Beitragvon Scardanelli » So 22. Dez 2002, 21:04

Hallo Kid,
gegenüber Gesetzen ist die Liebe komplexer und eine Eigenschaft, die in unserem täglichen Leben nur aufflackert und von daher nur in Rudimenten selbst erfahrbar ist. Es ist eine richtige Beobachtung, dass die Liebe nicht aus einem selbst kommt, weil die Liebe nicht ist, sondern wird und mindestens zwei benötigt. Es ist ausgeschlossen, dass eine Person alleine Liebe kann und deshalb hat Jesus auch gesagt: „wo zwei oder drei in meinem Namen versammelt sind, da bin ich unter ihnen“. Die Liebe ist niemals unter zwei, sondern sie entfaltet sich unter zwei und deshalb kann niemand aus sich selbst heraus lieben, sondern nur in der Entfaltung ab zwei Personen. Wenn eine Person lieben will und der Rest eben nicht dazu bereit ist, dann kann aus dieser ersten Bereitschaft nur Mitleid entspringen. Wir sind in der Liebe nicht von Gott abhängig, sondern von unserem direkten Gegenüber. Eine Liebende Person kann die Liebe nur anstoßen und wenn darauf kein gleichsinniges Signal erfolgt, dann erstirbt die Liebe. Gott mag uns vielleicht die Voraussetzungen zur Liebe schenken, im Grunde hat er dies aber bereits bei jedem Menschen schon getan, wir müssen es nur aufnehmen. Wir bitten Gott auch nicht um unser Augenlicht, denn wir haben es bereits von ihm. Die Voraussetzungen sind aber noch keinen Liebe, sondern die Liebe wird eben erst ab zwei Menschen. Ein Mensch kann von niemand die Liebe bekommen, denn die Liebe ist ein Prozess, die immer erst wird und niemals bereits ist.

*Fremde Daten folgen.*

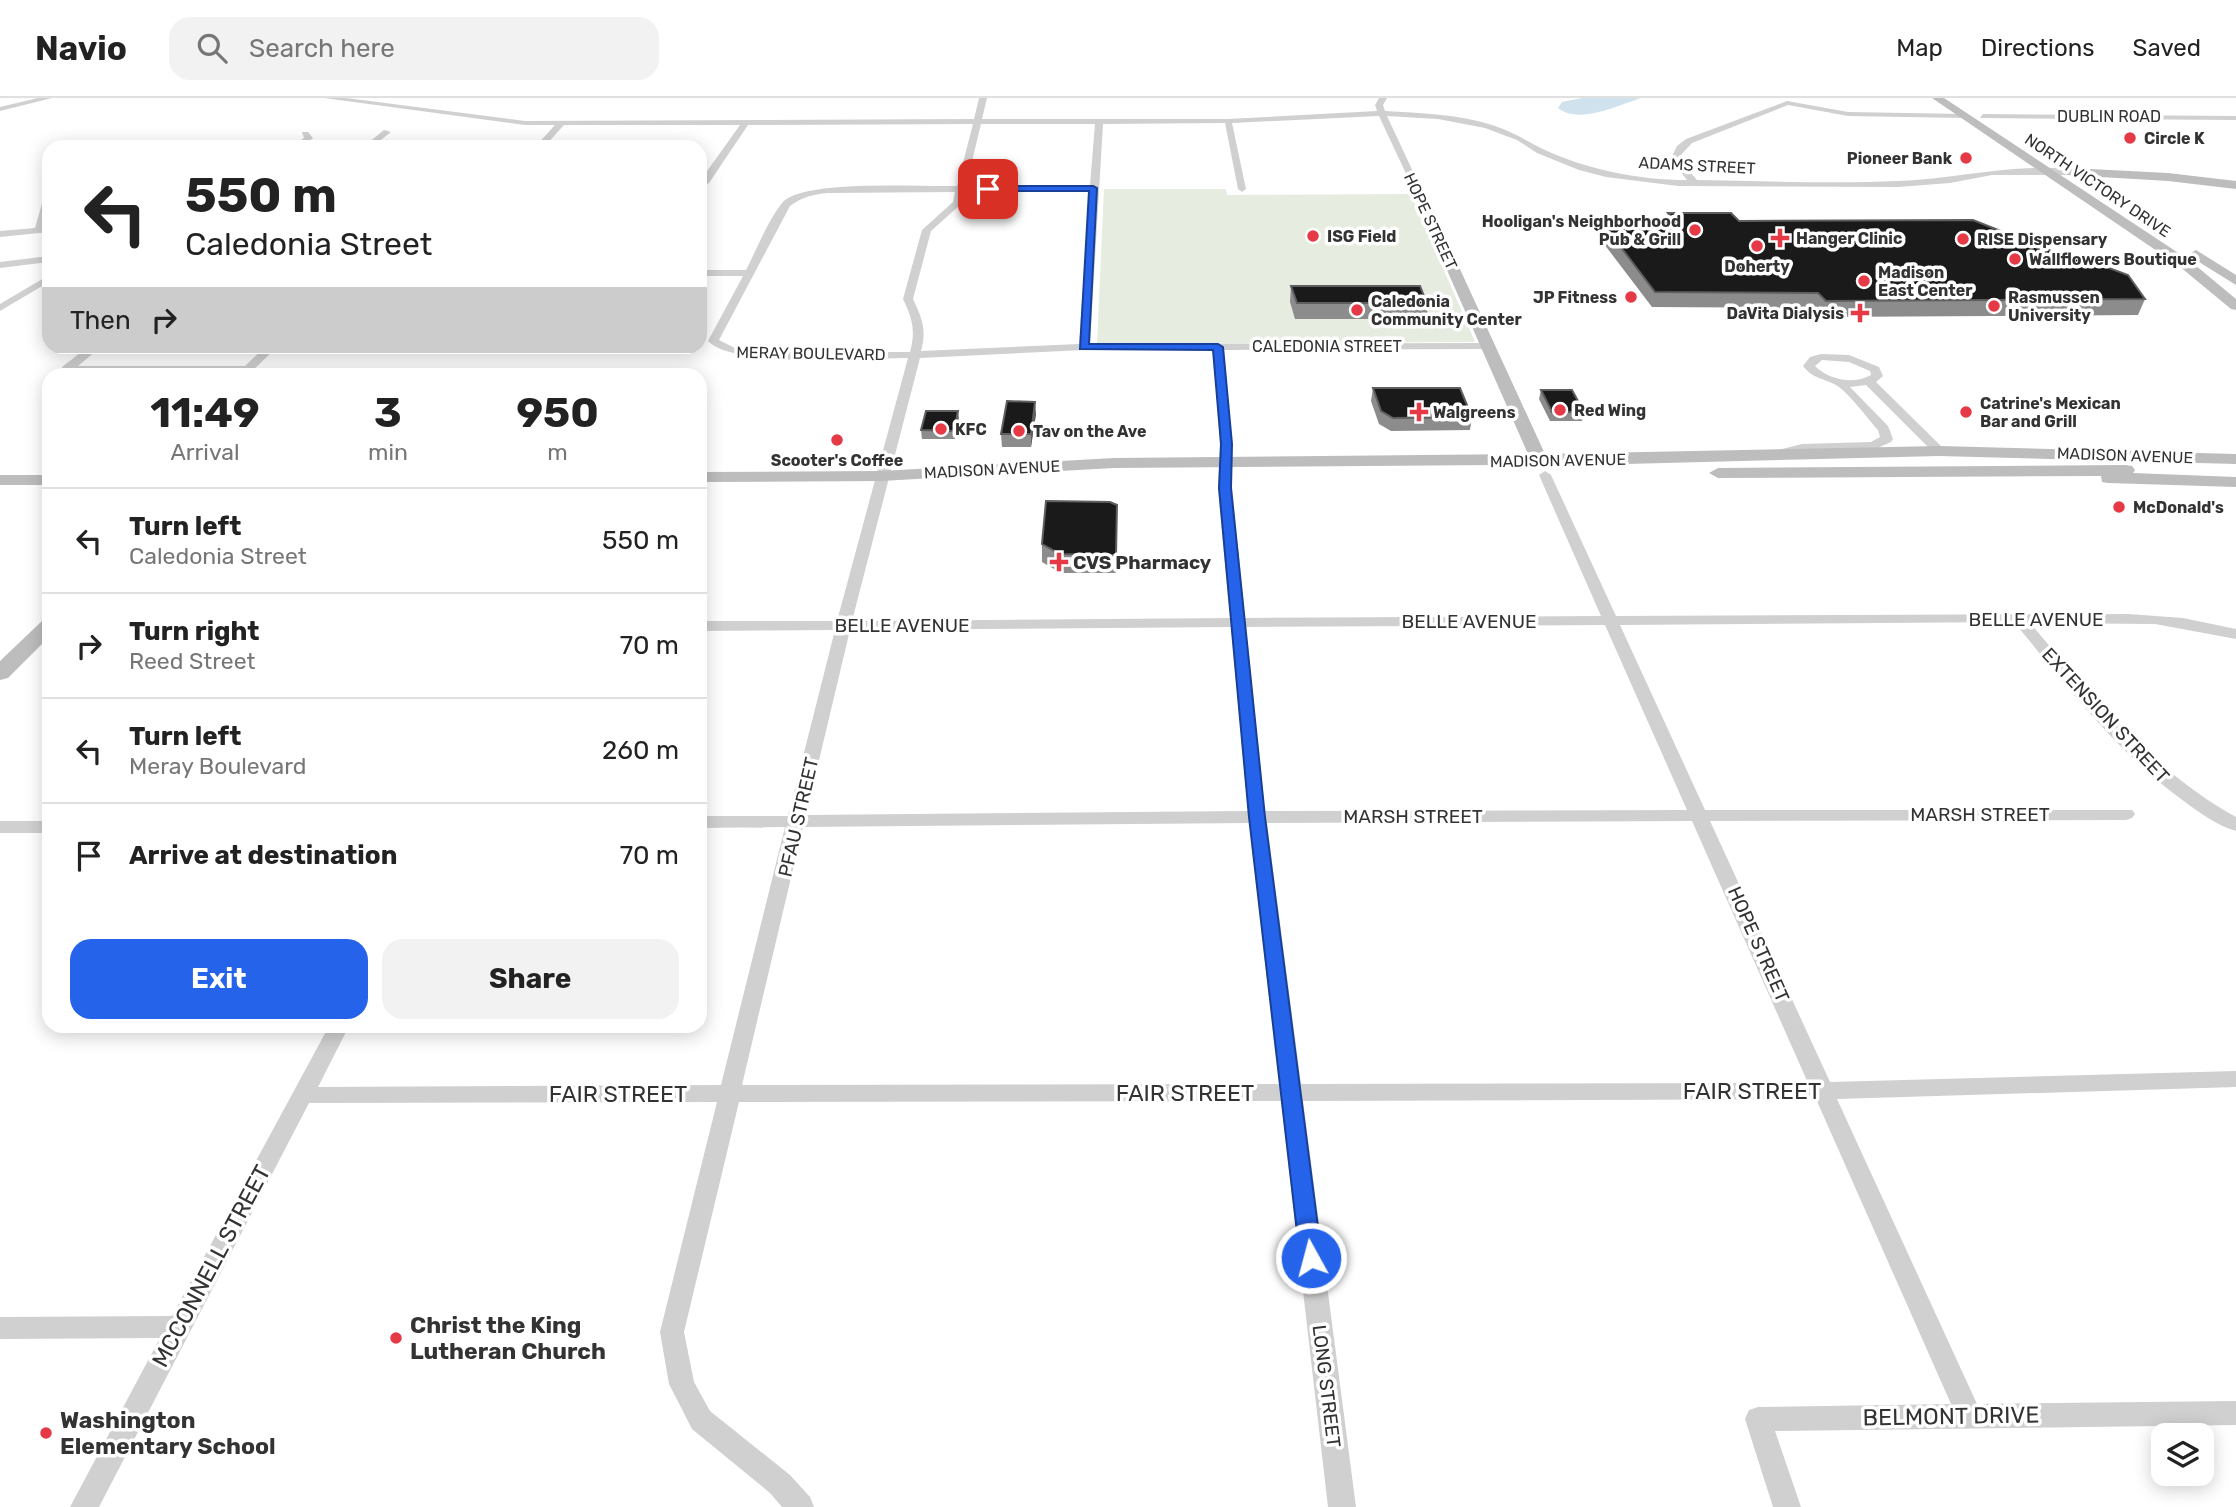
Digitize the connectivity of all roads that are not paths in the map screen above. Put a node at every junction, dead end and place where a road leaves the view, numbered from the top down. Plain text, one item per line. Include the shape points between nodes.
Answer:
1 (48, 98) edge
2 (328, 98) edge
3 (983, 98) edge
4 (1383, 98) edge
5 (1937, 98) edge
6 (1955, 98) edge
7 (0, 109) edge
8 (1383, 113) junction
9 (1964, 116) junction
10 (1983, 116) junction
11 (2236, 118) edge
12 (977, 121) junction
13 (1099, 121) junction
14 (1228, 121) junction
15 (745, 123) junction
16 (561, 124) junction
17 (387, 132) dead end
18 (306, 134) dead end
19 (306, 140) edge
20 (376, 140) edge
21 (546, 140) edge
22 (2048, 172) junction
23 (2071, 172) junction
24 (707, 180) edge
25 (1695, 184) junction
26 (2236, 185) edge
27 (1093, 188) junction
28 (962, 189) junction
29 (1242, 189) dead end
30 (1419, 193) joint
31 (42, 229) edge
32 (0, 234) edge
33 (42, 260) edge
34 (0, 265) edge
35 (748, 272) junction
36 (707, 273) edge
37 (2236, 281) edge
38 (42, 282) edge
39 (2216, 289) junction
40 (2236, 293) edge
41 (2236, 306) edge
42 (0, 308) edge
43 (1488, 346) junction
44 (1084, 347) junction
45 (1218, 347) junction
46 (86, 354) edge
47 (265, 354) edge
48 (915, 355) junction
49 (67, 368) edge
50 (250, 368) edge
51 (1838, 381) junction
52 (1869, 381) junction
53 (1939, 451) junction
54 (1778, 454) junction
55 (2236, 459) edge
56 (1542, 467) junction
57 (1226, 470) junction
58 (2069, 472) junction
59 (2236, 472) edge
60 (1689, 473) junction
61 (881, 476) junction
62 (707, 477) edge
63 (0, 480) edge
64 (42, 480) edge
65 (2236, 482) edge
66 (2018, 618) junction
67 (1609, 620) junction
68 (1238, 623) junction
69 (843, 625) junction
70 (707, 626) edge
71 (42, 634) edge
72 (2236, 634) edge
73 (0, 673) edge
74 (1700, 814) junction
75 (2126, 814) dead end
76 (1257, 817) junction
77 (797, 821) junction
78 (707, 822) edge
79 (2236, 825) edge
80 (0, 827) edge
81 (42, 827) edge
82 (335, 1033) edge
83 (2236, 1079) edge
84 (1825, 1090) junction
85 (1291, 1093) junction
86 (731, 1094) junction
87 (302, 1095) junction
88 (180, 1326) junction
89 (0, 1328) edge
90 (2236, 1413) edge
91 (1969, 1415) junction
92 (84, 1507) edge
93 (800, 1507) edge
94 (1342, 1507) edge
95 (1787, 1507) edge

1 - 7 street
2 - 16 street, ADAMS STREET via 489,121
3 - 12 street, PFAU STREET
4 - 8 street, HOPE STREET via 1379,105
5 - 9 main road, NORTH VICTORY DRIVE
6 - 10 main road, NORTH VICTORY DRIVE
8 - 14 street, ADAMS STREET
8 - 25 street, ADAMS STREET via 1467,122 1505,132 1582,168
8 - 30 street, HOPE STREET
9 - 22 main road, NORTH VICTORY DRIVE
9 - 25 street via 1848,114 1787,103 1680,148 1676,156 1679,165
10 - 11 street, DUBLIN ROAD
10 - 23 main road, NORTH VICTORY DRIVE
12 - 13 street, ADAMS STREET
12 - 15 street, ADAMS STREET
12 - 28 street, PFAU STREET
13 - 14 street, ADAMS STREET
13 - 27 street
14 - 29 street
15 - 16 street, ADAMS STREET
15 - 24 street
16 - 21 street
17 - 20 street
18 - 19 street
22 - 23 street, ADAMS STREET
22 - 25 street, ADAMS STREET via 1980,173 1898,184
22 - 39 main road, NORTH VICTORY DRIVE
23 - 26 main road, ADAMS STREET
23 - 37 main road, NORTH VICTORY DRIVE
27 - 28 street, MERAY BOULEVARD
27 - 44 street
28 - 35 street, MERAY BOULEVARD via 810,192 786,204
28 - 48 street, PFAU STREET via 951,211 928,230 908,299 920,335
30 - 43 main road, HOPE STREET
31 - 32 street
33 - 34 street
35 - 36 street
35 - 48 street, MERAY BOULEVARD via 715,334 713,341 723,349 758,355
38 - 42 street
39 - 40 main road
39 - 41 main road, NORTH VICTORY DRIVE
43 - 45 street, CALEDONIA STREET
43 - 56 main road, HOPE STREET
44 - 45 street, CALEDONIA STREET
44 - 48 street, CALEDONIA STREET
45 - 57 street, LONG STREET
46 - 49 street
47 - 50 street
48 - 61 street, PFAU STREET
51 - 52 street
51 - 52 street via 1815,373 1810,362 1829,357 1860,361 1877,373
51 - 54 street via 1884,429 1887,439 1873,446 1802,448
52 - 53 street
53 - 54 main road, MADISON AVENUE
53 - 55 main road, MADISON AVENUE
53 - 60 main road via 1926,461 1903,466
54 - 56 main road, MADISON AVENUE
56 - 57 main road, MADISON AVENUE
56 - 60 main road, MADISON AVENUE
56 - 67 street, HOPE STREET
57 - 61 main road, MADISON AVENUE via 979,481
57 - 68 street, LONG STREET
58 - 59 main road, MADISON AVENUE
58 - 60 main road, MADISON AVENUE
58 - 65 main road via 2105,478
61 - 62 main road, MADISON AVENUE
61 - 69 street, PFAU STREET
63 - 64 main road
66 - 67 street, BELLE AVENUE
66 - 72 street, BELLE AVENUE via 2161,620
66 - 79 street, EXTENSION STREET via 2162,779
67 - 68 street, BELLE AVENUE
67 - 74 street, HOPE STREET
68 - 69 street, BELLE AVENUE
68 - 76 street, LONG STREET
69 - 70 street, BELLE AVENUE
69 - 77 street, PFAU STREET
71 - 73 main road
74 - 75 street, MARSH STREET
74 - 76 street, MARSH STREET
74 - 84 street, HOPE STREET
76 - 77 street, MARSH STREET
76 - 85 street, LONG STREET
77 - 78 street, MARSH STREET
77 - 86 street, PFAU STREET
80 - 81 street
82 - 87 street, MCCONNELL STREET
83 - 84 street, FAIR STREET
84 - 85 street, FAIR STREET
84 - 91 street, HOPE STREET
85 - 86 street, FAIR STREET
85 - 94 street, LONG STREET
86 - 87 street, FAIR STREET
86 - 93 street, PFAU STREET via 672,1332 682,1384 701,1420 780,1484
87 - 88 street, MCCONNELL STREET
88 - 89 street
88 - 92 street, MCCONNELL STREET
90 - 91 street, BELMONT DRIVE
91 - 95 street, BELMONT DRIVE via 1758,1419

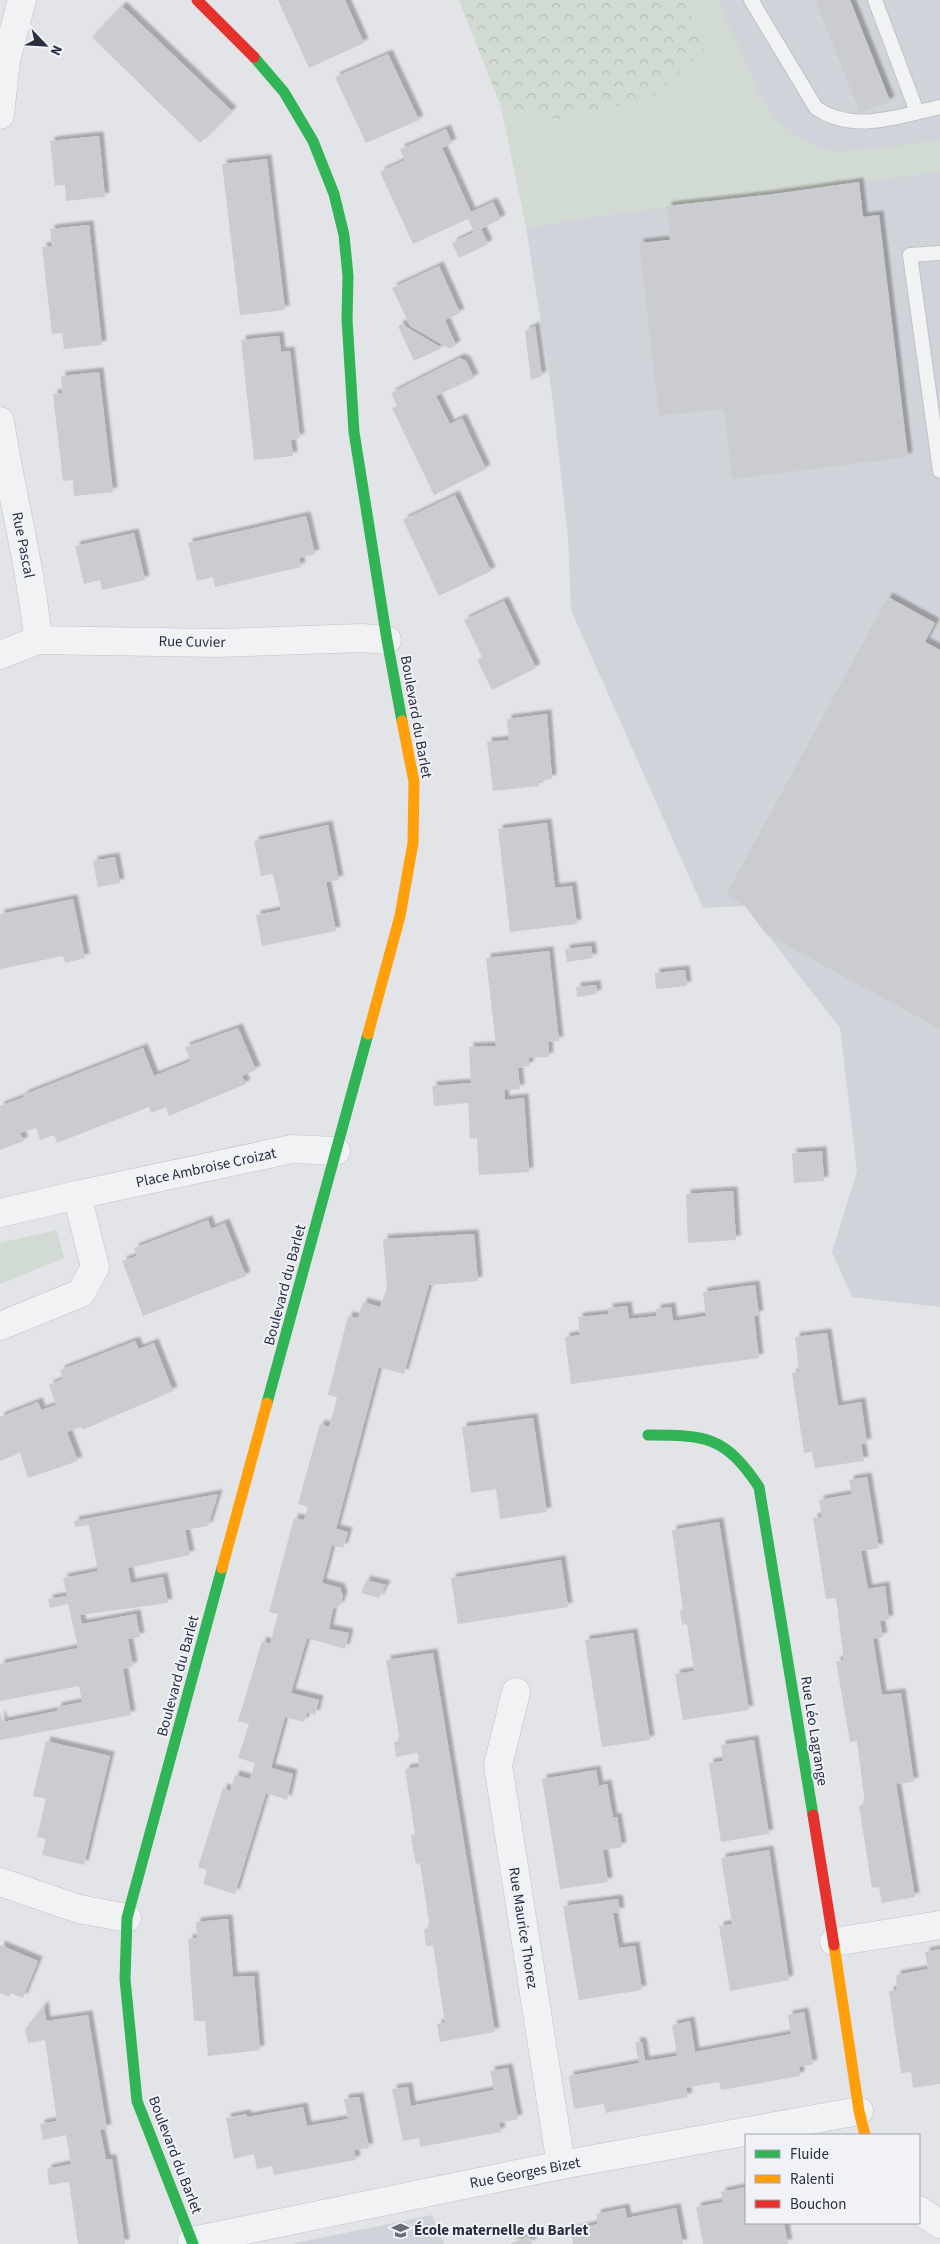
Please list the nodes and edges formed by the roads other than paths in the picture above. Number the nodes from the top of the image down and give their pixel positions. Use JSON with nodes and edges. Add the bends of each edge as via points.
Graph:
{"nodes":[{"id":1,"x":22,"y":0,"type":"edge"},
{"id":2,"x":197,"y":0,"type":"edge"},
{"id":3,"x":752,"y":0,"type":"edge"},
{"id":4,"x":875,"y":0,"type":"edge"},
{"id":5,"x":940,"y":107,"type":"edge"},
{"id":6,"x":917,"y":112,"type":"junction"},
{"id":7,"x":0,"y":115,"type":"edge"},
{"id":8,"x":940,"y":253,"type":"edge"},
{"id":9,"x":0,"y":421,"type":"edge"},
{"id":10,"x":940,"y":471,"type":"edge"},
{"id":11,"x":38,"y":640,"type":"junction"},
{"id":12,"x":387,"y":640,"type":"junction"},
{"id":13,"x":0,"y":655,"type":"edge"},
{"id":14,"x":336,"y":1151,"type":"junction"},
{"id":15,"x":77,"y":1195,"type":"junction"},
{"id":16,"x":0,"y":1213,"type":"edge"},
{"id":17,"x":0,"y":1326,"type":"edge"},
{"id":18,"x":648,"y":1435,"type":"dead end"},
{"id":19,"x":516,"y":1692,"type":"dead end"},
{"id":20,"x":0,"y":1882,"type":"edge"},
{"id":21,"x":128,"y":1918,"type":"junction"},
{"id":22,"x":940,"y":1925,"type":"edge"},
{"id":23,"x":834,"y":1942,"type":"junction"},
{"id":24,"x":862,"y":2123,"type":"edge"},
{"id":25,"x":783,"y":2134,"type":"edge"},
{"id":26,"x":745,"y":2139,"type":"edge"},
{"id":27,"x":560,"y":2165,"type":"junction"},
{"id":28,"x":920,"y":2211,"type":"edge"},
{"id":29,"x":940,"y":2224,"type":"edge"},
{"id":30,"x":193,"y":2242,"type":"edge"}],
"edges":[{"from":1,"to":7,"type":"street","via":[[6,60]]},
{"from":2,"to":12,"type":"street","name":"Boulevard du Barlet","via":[[235,36],[284,92],[313,141],[334,194],[344,235],[348,276],[347,319],[354,432]]},
{"from":3,"to":6,"type":"lane","via":[[816,108],[824,114],[854,123]]},
{"from":4,"to":6,"type":"lane"},
{"from":5,"to":6,"type":"lane"},
{"from":8,"to":10,"type":"lane","via":[[910,255]]},
{"from":9,"to":11,"type":"street","name":"Rue Pascal","via":[[34,602]]},
{"from":11,"to":12,"type":"street","name":"Rue Cuvier","via":[[217,643]]},
{"from":11,"to":13,"type":"street","name":"Rue Cuvier"},
{"from":12,"to":14,"type":"street","name":"Boulevard du Barlet","via":[[414,782],[413,843],[400,916]]},
{"from":14,"to":15,"type":"street","name":"Place Ambroise Croizat","via":[[292,1149]]},
{"from":14,"to":21,"type":"street","name":"Boulevard du Barlet"},
{"from":15,"to":16,"type":"street","name":"Place Ambroise Croizat"},
{"from":15,"to":17,"type":"street","via":[[95,1267],[80,1293]]},
{"from":18,"to":23,"type":"street","name":"Rue Léo Lagrange","via":[[695,1435],[723,1445],[744,1463],[759,1487]]},
{"from":19,"to":27,"type":"street","name":"Rue Maurice Thorez","via":[[498,1764]]},
{"from":20,"to":21,"type":"street","via":[[79,1909]]},
{"from":21,"to":30,"type":"street","name":"Boulevard du Barlet","via":[[124,1979],[137,2101]]},
{"from":22,"to":23,"type":"street"},
{"from":23,"to":24,"type":"street","name":"Rue Léo Lagrange"},
{"from":24,"to":25,"type":"street","name":"Rue Georges Bizet"},
{"from":26,"to":27,"type":"street","name":"Rue Georges Bizet"},
{"from":27,"to":30,"type":"street","name":"Rue Georges Bizet"},
{"from":28,"to":29,"type":"street"}]}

Es ist unserer täglichen Erfahrung zu schulden, dass unser gewohntes Verhalten, oder das Verhalten, welches wir bei anderen beobachten, dem eigen Nutzen zu dienen scheint. Da dies aber in seinem Grund, also im Allgemeinen eben lieblos ist, kann nicht unbedingt von hier aus geschlossen werden, dass auch die Liebe diesen Bedingungen unterworfen ist.
Die Liebe verstreut den Nutzen aus ihrer Entfaltung immer gleichsinnig in beide Richtungen. Es ist an der Liebe unmöglich, dass nur der Adressat aus ihrer Wirkung einen Nutzen hat. Auch der Adressant bezieht aus ihrer Entfaltung einen Gewinn. Beide Seiten wachsen aus der Wechselseitigkeit. Wer den Lohn aus seiner Liebe nicht bereit ist einzustreichen, der liebt sich nicht selbst und er kann damit auch seinen Nächsten nicht lieben. Die Liebe ist daran aber völlig frei von Egoismus, weil die Liebe immer auf den anderen abzielt und der eigene Gewinn entstammt alleine aus der Reflexion vom Gegenüber.
Es ist aus diesem Grund auch unsinnig Gott zu lieben, denn die Liebe erhebt und beseitigt Trennung. Gott bedarf weder der Erhebung noch der Beseitigung von Trennung. Die rechte Haltung Gott gegenüber kann deshalb nur Dankbarkeit sein, die sich aber ähnlich anfühlt wie die Liebe.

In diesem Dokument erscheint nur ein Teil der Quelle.